WHAT YOU HAVE TO DO: Below are the records; copy each line in which "names" can be found.

RECORDS PROVIDED section start

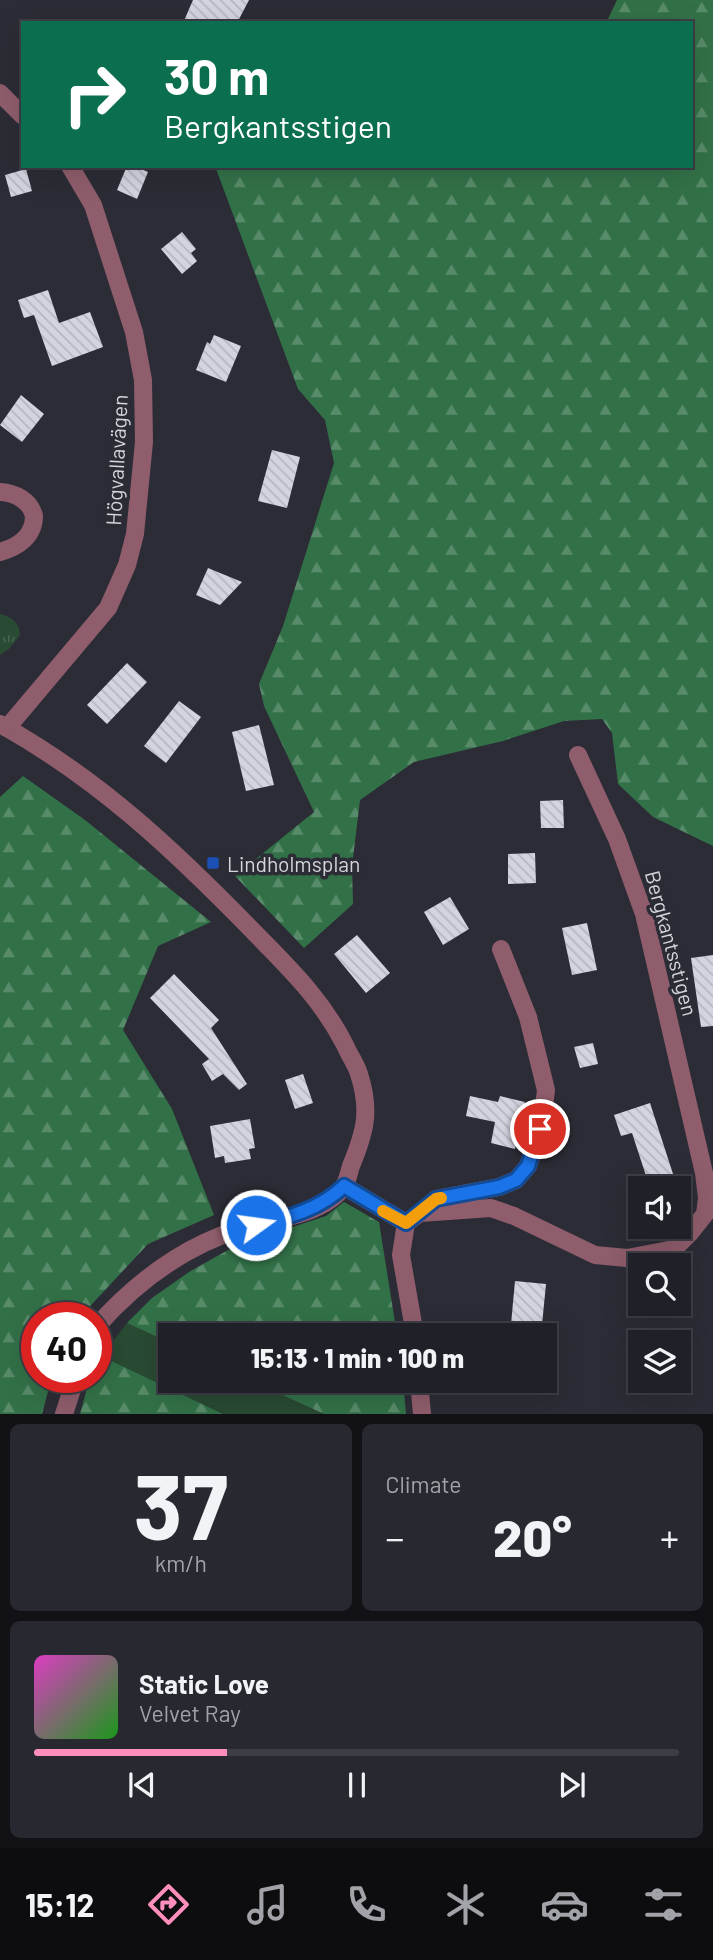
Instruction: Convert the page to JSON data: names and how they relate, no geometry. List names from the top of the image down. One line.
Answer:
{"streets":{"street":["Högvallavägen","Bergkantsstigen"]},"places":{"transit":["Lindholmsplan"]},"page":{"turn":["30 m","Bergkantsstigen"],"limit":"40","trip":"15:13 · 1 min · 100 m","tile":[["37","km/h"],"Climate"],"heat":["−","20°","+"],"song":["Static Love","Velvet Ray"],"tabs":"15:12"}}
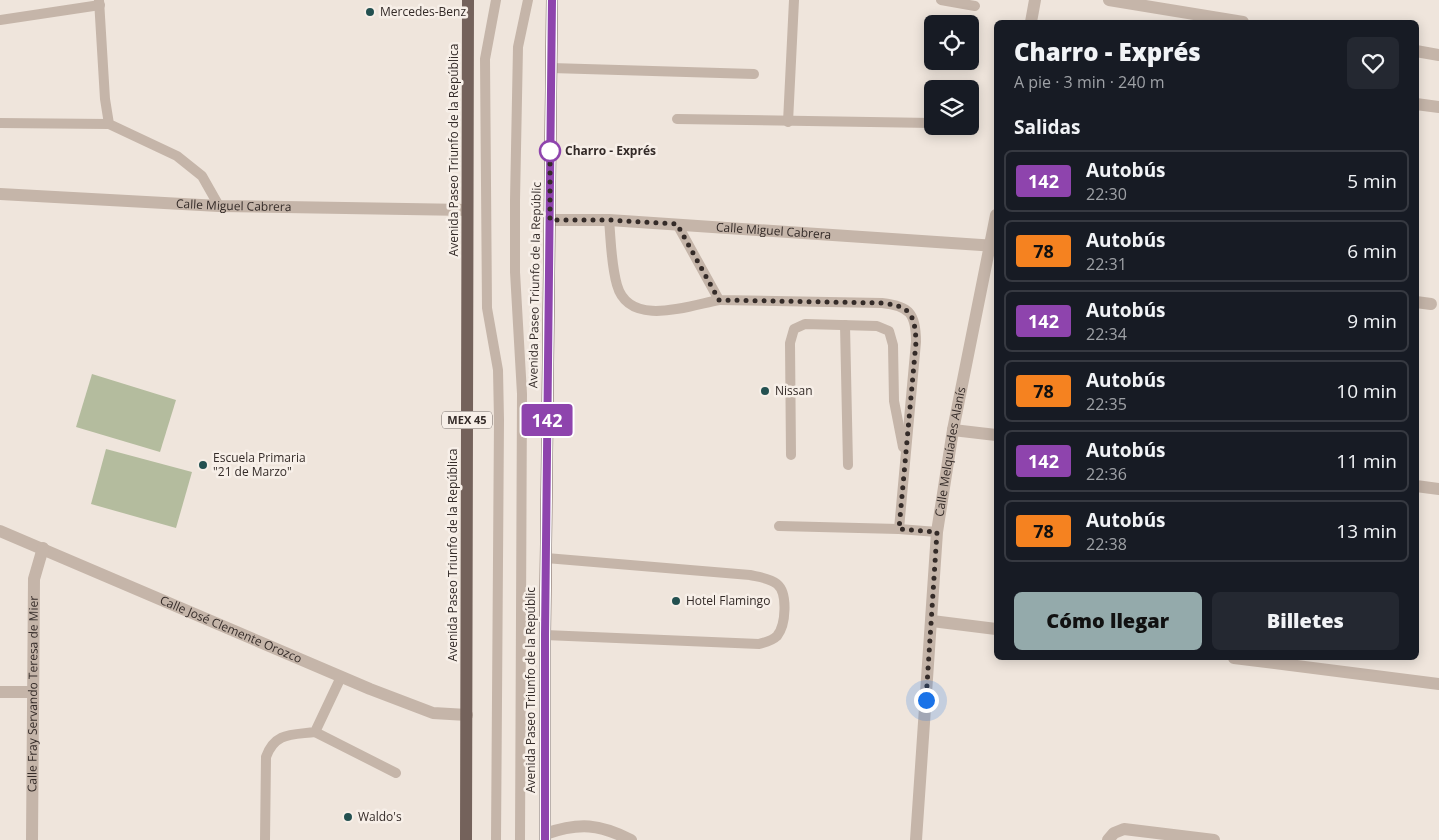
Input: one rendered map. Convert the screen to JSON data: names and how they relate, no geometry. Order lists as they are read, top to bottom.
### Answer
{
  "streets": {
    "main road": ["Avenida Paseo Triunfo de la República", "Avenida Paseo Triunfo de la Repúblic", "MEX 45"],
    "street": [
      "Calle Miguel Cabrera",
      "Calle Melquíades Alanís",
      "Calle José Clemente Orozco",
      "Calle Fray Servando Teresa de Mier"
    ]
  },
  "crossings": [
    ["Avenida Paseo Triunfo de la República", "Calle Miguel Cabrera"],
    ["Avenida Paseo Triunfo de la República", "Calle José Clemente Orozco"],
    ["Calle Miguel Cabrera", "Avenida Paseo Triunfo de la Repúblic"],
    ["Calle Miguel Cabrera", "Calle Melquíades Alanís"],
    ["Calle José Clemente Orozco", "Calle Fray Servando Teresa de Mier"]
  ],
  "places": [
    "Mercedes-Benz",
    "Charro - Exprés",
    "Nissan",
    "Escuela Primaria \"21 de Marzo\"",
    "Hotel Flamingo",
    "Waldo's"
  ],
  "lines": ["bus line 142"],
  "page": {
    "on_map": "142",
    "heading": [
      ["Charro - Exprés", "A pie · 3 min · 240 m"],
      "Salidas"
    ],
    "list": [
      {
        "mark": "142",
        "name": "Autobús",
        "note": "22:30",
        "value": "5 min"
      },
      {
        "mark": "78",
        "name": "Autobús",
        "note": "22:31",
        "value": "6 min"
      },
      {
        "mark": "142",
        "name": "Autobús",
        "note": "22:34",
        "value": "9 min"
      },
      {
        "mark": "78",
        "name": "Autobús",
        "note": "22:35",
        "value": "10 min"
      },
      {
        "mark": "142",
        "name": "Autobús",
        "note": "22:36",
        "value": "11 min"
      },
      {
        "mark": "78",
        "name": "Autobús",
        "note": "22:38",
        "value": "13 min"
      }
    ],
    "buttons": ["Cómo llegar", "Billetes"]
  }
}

RECORDS PROVIDED section end
RECORDS PROVIDED section start

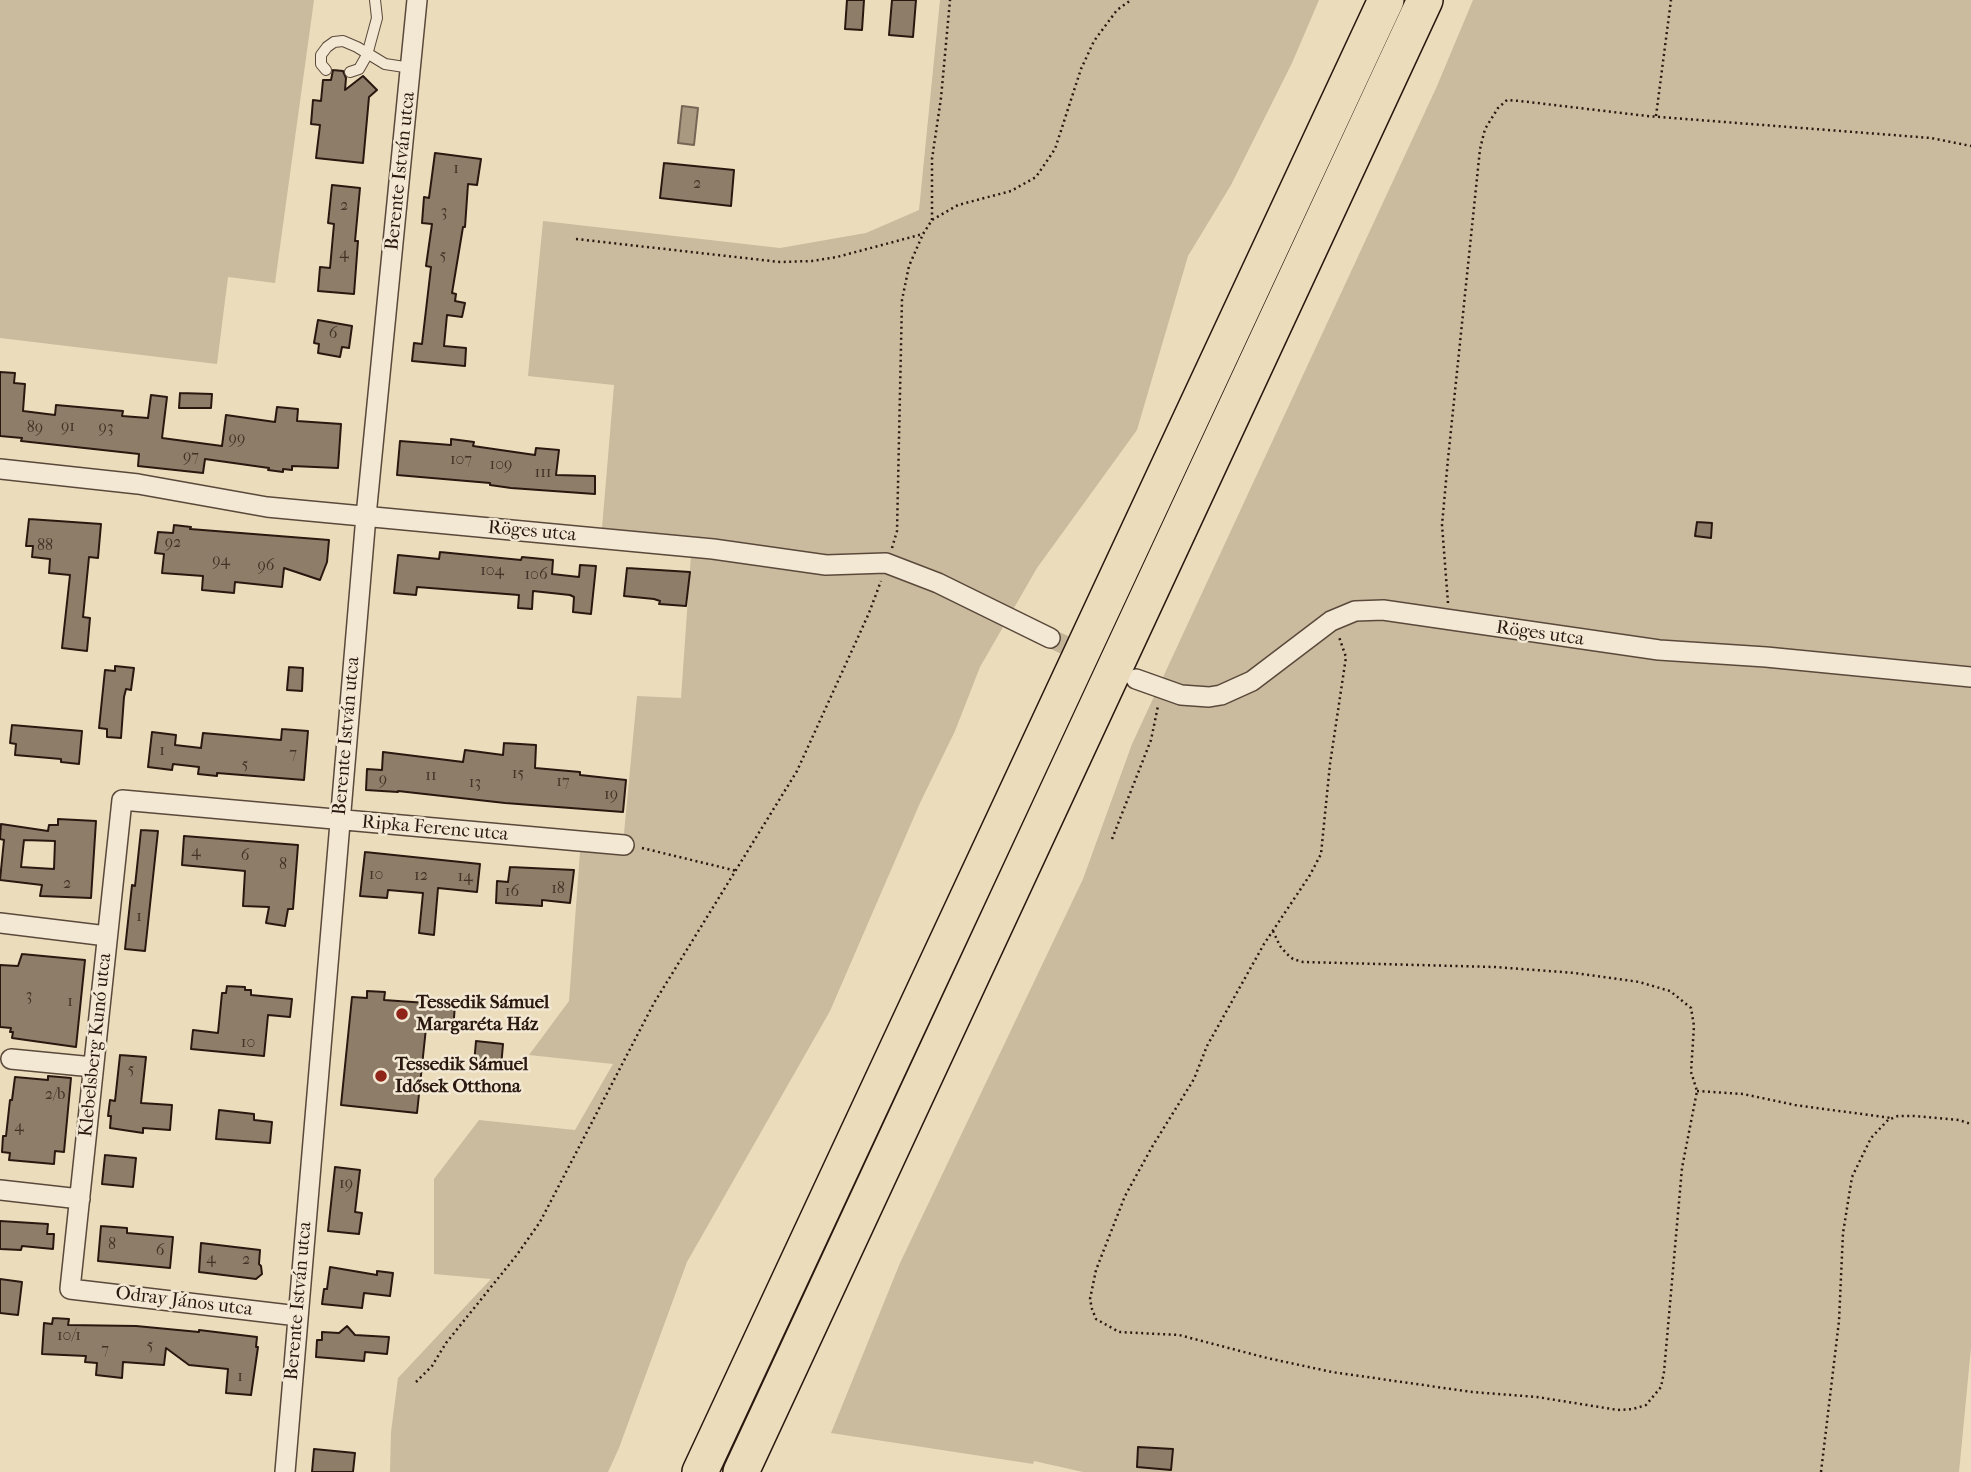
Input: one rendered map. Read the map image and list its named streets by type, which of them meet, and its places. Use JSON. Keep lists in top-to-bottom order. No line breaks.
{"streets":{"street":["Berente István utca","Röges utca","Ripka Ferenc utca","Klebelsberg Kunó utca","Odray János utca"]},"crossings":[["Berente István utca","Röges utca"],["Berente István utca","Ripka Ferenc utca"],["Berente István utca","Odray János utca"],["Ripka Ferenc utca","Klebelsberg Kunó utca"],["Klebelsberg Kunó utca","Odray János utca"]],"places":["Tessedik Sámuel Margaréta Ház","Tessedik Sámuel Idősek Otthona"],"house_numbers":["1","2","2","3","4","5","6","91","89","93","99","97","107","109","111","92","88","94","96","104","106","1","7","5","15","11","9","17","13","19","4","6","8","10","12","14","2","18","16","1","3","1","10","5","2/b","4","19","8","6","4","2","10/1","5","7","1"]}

RECORDS PROVIDED section end

TASK SOLUTION:
Instruction: Convert the page to JSON data: names and how they relate, no geometry. List names from the top of the image down. One line.
Input: one rendered map. Convert the screen to JSON data: names and how they relate, no geometry. Order lists as they are read, top to bottom.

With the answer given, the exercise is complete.